Work order: Restate each of the lines given below, word for word.

Collected data:

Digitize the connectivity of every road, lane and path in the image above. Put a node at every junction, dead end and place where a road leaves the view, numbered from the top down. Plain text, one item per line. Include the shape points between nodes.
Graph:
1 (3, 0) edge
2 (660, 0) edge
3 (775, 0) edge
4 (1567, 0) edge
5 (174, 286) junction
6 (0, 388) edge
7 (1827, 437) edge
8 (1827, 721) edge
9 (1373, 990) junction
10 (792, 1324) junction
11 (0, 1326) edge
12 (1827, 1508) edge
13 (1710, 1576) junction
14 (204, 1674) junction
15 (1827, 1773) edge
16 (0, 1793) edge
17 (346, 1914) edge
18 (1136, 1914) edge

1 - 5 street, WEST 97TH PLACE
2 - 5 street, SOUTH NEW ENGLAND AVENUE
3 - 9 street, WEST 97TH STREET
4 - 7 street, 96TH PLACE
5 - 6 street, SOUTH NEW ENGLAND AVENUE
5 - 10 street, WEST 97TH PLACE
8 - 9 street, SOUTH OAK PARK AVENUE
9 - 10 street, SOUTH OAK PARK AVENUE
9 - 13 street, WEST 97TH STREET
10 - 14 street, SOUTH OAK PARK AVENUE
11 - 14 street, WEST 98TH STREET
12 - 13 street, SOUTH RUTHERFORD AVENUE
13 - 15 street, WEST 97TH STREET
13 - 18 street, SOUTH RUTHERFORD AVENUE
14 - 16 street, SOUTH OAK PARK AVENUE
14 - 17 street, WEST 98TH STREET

Expected answer:
Digitize the connectivity of every road, lane and path in the image above. Put a node at every junction, dead end and place where a road leaves the view, numbered from the top down. Plain text, one item per line. Include the shape points between nodes.
Graph:
1 (3, 0) edge
2 (660, 0) edge
3 (775, 0) edge
4 (1567, 0) edge
5 (174, 286) junction
6 (0, 388) edge
7 (1827, 437) edge
8 (1827, 721) edge
9 (1373, 990) junction
10 (792, 1324) junction
11 (0, 1326) edge
12 (1827, 1508) edge
13 (1710, 1576) junction
14 (204, 1674) junction
15 (1827, 1773) edge
16 (0, 1793) edge
17 (346, 1914) edge
18 (1136, 1914) edge

1 - 5 street, WEST 97TH PLACE
2 - 5 street, SOUTH NEW ENGLAND AVENUE
3 - 9 street, WEST 97TH STREET
4 - 7 street, 96TH PLACE
5 - 6 street, SOUTH NEW ENGLAND AVENUE
5 - 10 street, WEST 97TH PLACE
8 - 9 street, SOUTH OAK PARK AVENUE
9 - 10 street, SOUTH OAK PARK AVENUE
9 - 13 street, WEST 97TH STREET
10 - 14 street, SOUTH OAK PARK AVENUE
11 - 14 street, WEST 98TH STREET
12 - 13 street, SOUTH RUTHERFORD AVENUE
13 - 15 street, WEST 97TH STREET
13 - 18 street, SOUTH RUTHERFORD AVENUE
14 - 16 street, SOUTH OAK PARK AVENUE
14 - 17 street, WEST 98TH STREET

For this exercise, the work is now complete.